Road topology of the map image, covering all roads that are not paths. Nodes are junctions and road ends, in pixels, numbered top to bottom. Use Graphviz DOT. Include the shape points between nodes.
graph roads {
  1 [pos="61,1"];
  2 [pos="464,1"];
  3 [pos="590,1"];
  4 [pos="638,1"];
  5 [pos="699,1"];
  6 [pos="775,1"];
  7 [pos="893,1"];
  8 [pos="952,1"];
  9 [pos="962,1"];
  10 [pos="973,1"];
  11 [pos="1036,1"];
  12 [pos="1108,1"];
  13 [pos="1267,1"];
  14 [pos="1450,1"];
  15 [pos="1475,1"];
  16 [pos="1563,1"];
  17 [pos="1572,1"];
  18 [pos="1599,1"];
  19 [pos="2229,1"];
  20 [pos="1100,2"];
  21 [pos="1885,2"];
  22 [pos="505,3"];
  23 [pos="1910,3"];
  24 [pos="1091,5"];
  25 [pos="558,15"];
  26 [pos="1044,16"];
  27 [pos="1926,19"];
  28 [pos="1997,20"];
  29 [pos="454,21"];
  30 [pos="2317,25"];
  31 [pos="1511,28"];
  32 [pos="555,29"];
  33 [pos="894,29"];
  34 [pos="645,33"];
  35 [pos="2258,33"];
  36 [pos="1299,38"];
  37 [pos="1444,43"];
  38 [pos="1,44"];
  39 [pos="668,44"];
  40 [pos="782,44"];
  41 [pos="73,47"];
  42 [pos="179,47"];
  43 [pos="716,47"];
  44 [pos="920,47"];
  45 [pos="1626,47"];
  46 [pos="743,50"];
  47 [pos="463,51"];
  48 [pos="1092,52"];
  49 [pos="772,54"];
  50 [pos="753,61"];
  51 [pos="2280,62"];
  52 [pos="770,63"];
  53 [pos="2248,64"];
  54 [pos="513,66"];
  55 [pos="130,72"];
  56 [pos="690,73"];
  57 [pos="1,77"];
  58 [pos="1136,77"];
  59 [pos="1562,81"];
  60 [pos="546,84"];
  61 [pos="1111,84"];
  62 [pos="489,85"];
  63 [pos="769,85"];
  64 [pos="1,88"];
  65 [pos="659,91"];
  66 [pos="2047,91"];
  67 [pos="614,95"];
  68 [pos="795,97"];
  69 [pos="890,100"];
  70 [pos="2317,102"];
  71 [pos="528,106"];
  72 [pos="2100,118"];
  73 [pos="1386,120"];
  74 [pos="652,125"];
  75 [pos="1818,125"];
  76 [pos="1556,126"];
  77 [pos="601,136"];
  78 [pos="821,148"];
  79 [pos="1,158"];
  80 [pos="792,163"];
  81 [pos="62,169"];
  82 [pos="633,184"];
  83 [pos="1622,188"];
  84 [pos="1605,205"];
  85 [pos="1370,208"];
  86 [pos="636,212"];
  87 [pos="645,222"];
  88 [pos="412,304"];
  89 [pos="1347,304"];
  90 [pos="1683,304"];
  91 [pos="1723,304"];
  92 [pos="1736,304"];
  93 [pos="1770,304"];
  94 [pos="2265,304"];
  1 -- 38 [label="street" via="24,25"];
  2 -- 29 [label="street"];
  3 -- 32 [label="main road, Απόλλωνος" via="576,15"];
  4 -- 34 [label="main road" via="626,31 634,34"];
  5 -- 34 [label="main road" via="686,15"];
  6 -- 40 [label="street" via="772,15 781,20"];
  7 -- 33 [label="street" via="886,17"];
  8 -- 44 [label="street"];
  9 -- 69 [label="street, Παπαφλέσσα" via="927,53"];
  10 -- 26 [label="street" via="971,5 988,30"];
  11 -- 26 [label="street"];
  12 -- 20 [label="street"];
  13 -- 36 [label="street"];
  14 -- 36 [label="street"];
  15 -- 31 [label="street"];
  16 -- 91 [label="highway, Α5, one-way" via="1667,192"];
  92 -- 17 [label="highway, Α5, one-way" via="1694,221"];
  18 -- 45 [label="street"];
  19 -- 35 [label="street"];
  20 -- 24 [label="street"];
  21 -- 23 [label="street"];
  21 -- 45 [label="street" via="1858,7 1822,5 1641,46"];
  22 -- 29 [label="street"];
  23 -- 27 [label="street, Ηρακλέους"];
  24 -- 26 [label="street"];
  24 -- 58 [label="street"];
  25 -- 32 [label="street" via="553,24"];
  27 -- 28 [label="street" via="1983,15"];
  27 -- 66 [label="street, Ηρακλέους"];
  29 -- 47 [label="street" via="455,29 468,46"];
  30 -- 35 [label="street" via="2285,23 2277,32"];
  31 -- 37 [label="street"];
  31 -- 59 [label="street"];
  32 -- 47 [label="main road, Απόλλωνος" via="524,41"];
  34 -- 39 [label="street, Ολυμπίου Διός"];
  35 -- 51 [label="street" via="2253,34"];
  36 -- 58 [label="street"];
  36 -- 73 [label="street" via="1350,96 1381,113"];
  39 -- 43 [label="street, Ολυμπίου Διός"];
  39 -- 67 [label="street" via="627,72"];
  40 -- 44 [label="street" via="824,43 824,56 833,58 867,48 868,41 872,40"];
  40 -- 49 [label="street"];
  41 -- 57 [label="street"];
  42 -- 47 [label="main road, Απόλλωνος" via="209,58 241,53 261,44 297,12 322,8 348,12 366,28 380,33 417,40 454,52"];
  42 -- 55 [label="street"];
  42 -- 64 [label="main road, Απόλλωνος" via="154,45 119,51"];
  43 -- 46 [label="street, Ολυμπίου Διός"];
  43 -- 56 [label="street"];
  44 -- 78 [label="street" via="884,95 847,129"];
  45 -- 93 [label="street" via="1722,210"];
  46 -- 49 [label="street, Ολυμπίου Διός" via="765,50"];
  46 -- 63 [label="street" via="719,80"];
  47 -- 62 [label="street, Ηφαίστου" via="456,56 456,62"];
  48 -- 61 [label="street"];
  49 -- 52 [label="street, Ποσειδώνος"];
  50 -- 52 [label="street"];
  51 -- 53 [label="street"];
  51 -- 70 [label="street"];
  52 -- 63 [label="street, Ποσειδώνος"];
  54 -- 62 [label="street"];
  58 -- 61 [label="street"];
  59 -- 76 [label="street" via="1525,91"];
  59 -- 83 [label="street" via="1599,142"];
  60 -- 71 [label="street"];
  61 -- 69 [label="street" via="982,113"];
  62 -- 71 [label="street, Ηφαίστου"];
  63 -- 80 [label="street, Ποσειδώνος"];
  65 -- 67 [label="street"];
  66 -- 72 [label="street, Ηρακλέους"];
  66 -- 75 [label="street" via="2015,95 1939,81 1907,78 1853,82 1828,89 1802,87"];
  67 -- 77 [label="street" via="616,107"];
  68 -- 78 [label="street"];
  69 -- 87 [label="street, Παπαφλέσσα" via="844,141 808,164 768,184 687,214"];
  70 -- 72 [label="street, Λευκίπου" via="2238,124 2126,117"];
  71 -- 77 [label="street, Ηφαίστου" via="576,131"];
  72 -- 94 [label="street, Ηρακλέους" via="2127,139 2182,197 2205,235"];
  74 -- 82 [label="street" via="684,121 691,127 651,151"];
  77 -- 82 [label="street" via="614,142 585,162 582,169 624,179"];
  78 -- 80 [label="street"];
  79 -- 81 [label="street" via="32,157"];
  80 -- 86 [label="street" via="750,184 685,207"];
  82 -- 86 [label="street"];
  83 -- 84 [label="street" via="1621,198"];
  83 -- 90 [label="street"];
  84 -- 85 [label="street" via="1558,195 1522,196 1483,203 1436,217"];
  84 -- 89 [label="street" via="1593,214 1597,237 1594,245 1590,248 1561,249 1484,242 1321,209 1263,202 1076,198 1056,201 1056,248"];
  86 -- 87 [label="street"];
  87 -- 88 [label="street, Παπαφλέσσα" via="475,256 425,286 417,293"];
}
--
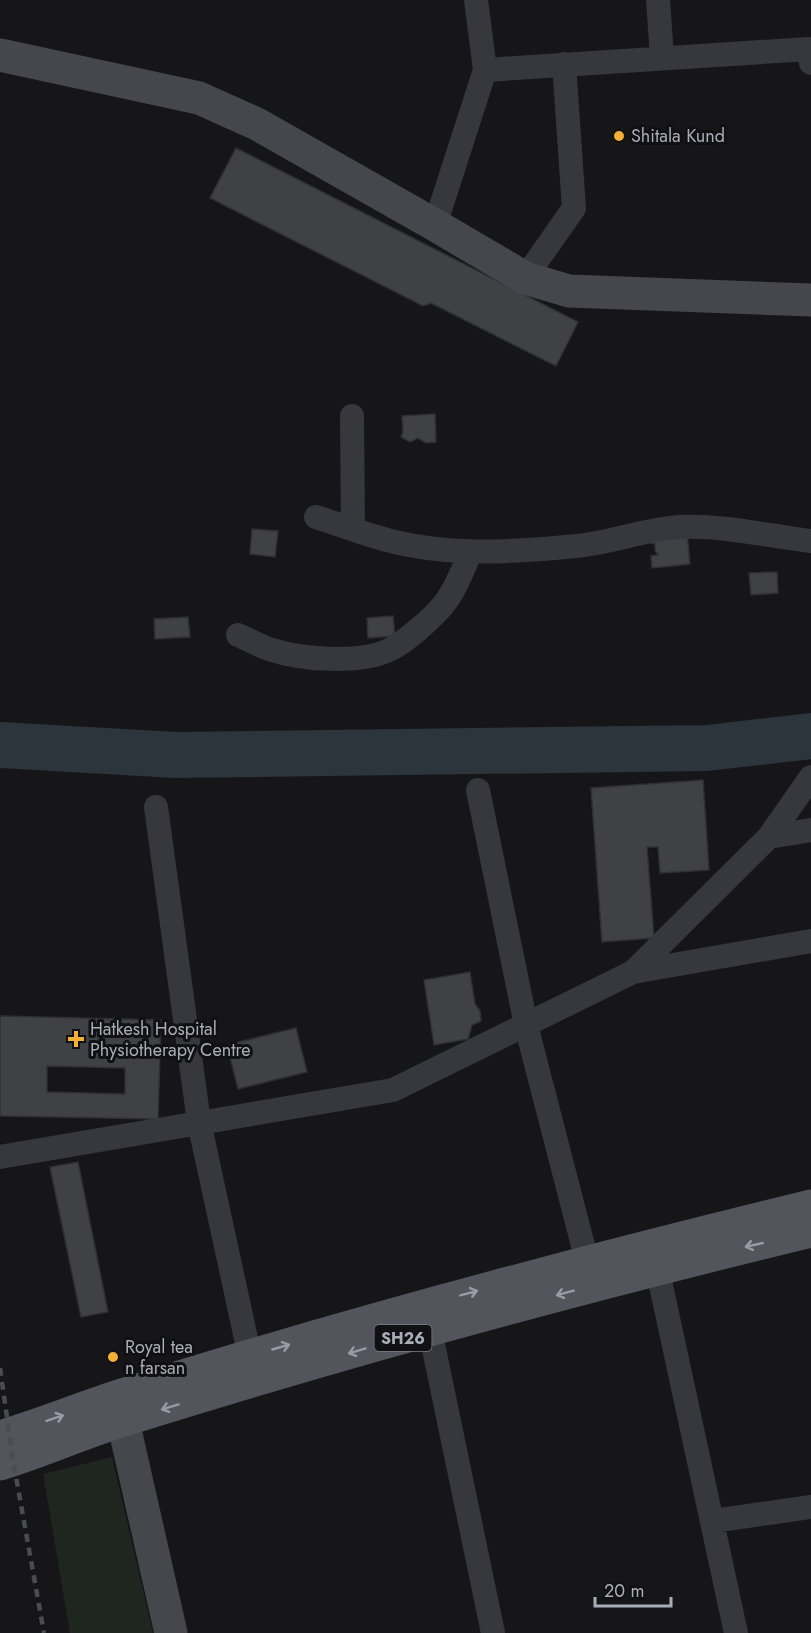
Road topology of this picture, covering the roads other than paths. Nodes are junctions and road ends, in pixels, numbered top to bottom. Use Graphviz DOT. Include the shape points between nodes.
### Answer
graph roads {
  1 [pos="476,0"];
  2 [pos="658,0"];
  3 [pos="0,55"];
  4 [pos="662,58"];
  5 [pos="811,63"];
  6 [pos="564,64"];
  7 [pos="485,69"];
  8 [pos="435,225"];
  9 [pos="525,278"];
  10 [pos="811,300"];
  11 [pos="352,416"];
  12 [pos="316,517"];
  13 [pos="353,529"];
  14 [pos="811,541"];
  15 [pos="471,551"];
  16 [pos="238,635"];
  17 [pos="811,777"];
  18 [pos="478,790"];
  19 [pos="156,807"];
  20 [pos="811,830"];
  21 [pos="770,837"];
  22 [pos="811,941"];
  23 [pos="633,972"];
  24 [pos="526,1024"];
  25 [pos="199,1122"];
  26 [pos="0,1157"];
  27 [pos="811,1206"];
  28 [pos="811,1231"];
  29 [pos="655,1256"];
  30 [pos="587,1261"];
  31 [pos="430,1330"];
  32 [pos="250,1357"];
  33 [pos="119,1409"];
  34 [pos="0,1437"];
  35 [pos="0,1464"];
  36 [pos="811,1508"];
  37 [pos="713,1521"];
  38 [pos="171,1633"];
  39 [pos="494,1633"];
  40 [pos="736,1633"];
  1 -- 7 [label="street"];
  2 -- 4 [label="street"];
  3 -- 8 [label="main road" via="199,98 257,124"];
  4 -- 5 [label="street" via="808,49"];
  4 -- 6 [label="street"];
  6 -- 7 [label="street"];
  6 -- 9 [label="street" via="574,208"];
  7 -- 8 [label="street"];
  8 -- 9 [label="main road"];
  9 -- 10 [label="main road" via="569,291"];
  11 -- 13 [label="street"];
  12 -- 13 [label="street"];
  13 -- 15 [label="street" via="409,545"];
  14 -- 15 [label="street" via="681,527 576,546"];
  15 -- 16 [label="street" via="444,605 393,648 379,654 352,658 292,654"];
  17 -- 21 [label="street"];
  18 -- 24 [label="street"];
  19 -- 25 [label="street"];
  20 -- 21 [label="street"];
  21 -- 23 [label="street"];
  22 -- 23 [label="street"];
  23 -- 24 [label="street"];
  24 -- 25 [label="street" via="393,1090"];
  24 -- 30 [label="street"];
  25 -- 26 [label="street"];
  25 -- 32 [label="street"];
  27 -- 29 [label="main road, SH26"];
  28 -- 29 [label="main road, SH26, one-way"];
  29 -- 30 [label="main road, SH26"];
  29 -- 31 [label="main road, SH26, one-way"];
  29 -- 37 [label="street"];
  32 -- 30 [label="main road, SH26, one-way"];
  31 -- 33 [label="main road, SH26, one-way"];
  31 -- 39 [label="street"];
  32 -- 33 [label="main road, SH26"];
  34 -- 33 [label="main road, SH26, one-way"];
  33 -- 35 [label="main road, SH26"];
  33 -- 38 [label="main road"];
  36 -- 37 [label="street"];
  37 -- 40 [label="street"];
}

* [Your instructions] Which lines above contain "Απόλλωνος"? Show each of them.

* [Solved problem]
  3 -- 32 [label="main road, Απόλλωνος" via="576,15"];
  32 -- 47 [label="main road, Απόλλωνος" via="524,41"];
  42 -- 47 [label="main road, Απόλλωνος" via="209,58 241,53 261,44 297,12 322,8 348,12 366,28 380,33 417,40 454,52"];
  42 -- 64 [label="main road, Απόλλωνος" via="154,45 119,51"];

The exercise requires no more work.